Source data
Segment Open
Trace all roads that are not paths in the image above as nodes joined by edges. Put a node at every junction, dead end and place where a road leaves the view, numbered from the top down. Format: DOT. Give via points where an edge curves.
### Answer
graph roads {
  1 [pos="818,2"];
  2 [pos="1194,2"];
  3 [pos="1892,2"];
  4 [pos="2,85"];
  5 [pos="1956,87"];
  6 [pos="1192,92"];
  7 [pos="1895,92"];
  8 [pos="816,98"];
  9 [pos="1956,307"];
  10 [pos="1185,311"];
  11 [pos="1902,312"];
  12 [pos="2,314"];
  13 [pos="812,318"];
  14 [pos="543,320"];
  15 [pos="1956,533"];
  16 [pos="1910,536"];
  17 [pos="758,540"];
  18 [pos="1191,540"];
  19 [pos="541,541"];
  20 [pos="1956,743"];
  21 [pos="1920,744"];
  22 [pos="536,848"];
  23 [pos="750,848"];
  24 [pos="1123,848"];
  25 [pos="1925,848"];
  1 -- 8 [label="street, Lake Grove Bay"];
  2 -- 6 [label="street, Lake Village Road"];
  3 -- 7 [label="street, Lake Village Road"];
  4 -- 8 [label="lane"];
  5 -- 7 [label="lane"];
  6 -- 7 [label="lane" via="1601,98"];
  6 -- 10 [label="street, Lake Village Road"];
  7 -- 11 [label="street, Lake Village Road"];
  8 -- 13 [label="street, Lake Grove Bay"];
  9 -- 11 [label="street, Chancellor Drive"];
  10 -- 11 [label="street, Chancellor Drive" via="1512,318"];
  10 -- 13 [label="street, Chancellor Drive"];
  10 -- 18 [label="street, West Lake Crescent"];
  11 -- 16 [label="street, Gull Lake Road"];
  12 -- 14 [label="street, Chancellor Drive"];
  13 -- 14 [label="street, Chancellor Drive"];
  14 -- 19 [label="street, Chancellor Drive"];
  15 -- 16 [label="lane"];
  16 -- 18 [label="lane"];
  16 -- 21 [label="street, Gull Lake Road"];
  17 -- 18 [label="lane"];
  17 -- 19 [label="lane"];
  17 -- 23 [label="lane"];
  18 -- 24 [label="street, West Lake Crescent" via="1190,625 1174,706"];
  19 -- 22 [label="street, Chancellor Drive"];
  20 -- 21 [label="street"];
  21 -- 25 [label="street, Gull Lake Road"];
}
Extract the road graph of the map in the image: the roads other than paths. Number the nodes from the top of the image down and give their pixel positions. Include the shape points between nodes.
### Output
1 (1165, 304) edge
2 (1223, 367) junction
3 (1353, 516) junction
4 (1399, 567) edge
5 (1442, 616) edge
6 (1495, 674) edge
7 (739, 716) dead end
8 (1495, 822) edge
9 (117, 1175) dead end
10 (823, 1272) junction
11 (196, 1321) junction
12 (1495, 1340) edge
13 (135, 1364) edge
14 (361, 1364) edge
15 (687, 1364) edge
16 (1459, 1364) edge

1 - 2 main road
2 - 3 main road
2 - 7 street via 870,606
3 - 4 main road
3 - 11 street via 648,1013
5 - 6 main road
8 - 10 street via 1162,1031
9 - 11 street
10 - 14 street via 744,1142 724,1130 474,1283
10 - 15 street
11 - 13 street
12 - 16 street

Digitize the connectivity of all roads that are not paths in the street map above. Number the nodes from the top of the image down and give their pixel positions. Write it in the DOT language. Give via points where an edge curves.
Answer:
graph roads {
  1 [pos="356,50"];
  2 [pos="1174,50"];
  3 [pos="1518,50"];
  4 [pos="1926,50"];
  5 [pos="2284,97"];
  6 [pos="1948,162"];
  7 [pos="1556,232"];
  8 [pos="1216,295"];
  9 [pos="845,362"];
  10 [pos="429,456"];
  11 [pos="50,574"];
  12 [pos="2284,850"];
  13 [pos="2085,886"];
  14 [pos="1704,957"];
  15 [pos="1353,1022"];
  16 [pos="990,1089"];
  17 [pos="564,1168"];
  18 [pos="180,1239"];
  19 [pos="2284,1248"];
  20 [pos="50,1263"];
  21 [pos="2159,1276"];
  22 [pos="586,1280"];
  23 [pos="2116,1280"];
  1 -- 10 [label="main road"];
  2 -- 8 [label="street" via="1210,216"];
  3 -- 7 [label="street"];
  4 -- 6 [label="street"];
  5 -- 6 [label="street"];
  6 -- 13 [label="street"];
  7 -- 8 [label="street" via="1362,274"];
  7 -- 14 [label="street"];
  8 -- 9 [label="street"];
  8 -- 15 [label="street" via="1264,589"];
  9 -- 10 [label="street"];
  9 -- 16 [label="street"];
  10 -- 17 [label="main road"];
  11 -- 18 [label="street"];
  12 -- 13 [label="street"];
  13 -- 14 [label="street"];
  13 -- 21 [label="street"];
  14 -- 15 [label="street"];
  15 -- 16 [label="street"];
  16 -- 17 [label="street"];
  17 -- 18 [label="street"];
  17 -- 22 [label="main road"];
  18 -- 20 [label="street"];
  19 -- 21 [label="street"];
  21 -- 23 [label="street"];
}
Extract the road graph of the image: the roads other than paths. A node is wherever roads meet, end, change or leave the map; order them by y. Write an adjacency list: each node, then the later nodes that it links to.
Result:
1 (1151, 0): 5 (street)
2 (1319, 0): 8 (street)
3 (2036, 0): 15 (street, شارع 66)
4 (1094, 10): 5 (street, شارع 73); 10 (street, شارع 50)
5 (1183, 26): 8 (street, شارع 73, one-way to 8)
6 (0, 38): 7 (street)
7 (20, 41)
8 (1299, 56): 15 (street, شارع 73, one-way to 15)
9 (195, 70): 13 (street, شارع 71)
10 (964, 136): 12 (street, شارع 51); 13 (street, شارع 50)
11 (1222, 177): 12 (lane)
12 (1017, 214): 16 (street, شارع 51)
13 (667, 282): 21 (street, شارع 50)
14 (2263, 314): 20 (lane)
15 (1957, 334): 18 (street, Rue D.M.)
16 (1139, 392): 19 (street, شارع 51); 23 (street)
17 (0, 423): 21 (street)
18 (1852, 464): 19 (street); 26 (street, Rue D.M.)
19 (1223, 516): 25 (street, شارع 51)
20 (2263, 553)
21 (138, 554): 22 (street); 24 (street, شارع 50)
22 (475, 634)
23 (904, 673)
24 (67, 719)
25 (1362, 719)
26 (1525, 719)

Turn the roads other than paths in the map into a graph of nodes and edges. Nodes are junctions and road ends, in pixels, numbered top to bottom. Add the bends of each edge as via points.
Segment Closed
#### PROBLEM DESCRIPTION:
Whenever the word "points" shows up in a line above, copy that line.

#### COMPLETED TASK:
Trace all roads that are not paths in the image above as nodes joined by edges. Put a node at every junction, dead end and place where a road leaves the view, numbered from the top down. Format: DOT. Give via points where an edge curves.
Extract the road graph of the map in the image: the roads other than paths. Number the nodes from the top of the image down and give their pixel positions. Include the shape points between nodes.
Digitize the connectivity of all roads that are not paths in the street map above. Number the nodes from the top of the image down and give their pixel positions. Write it in the DOT language. Give via points where an edge curves.
Turn the roads other than paths in the map into a graph of nodes and edges. Nodes are junctions and road ends, in pixels, numbered top to bottom. Add the bends of each edge as via points.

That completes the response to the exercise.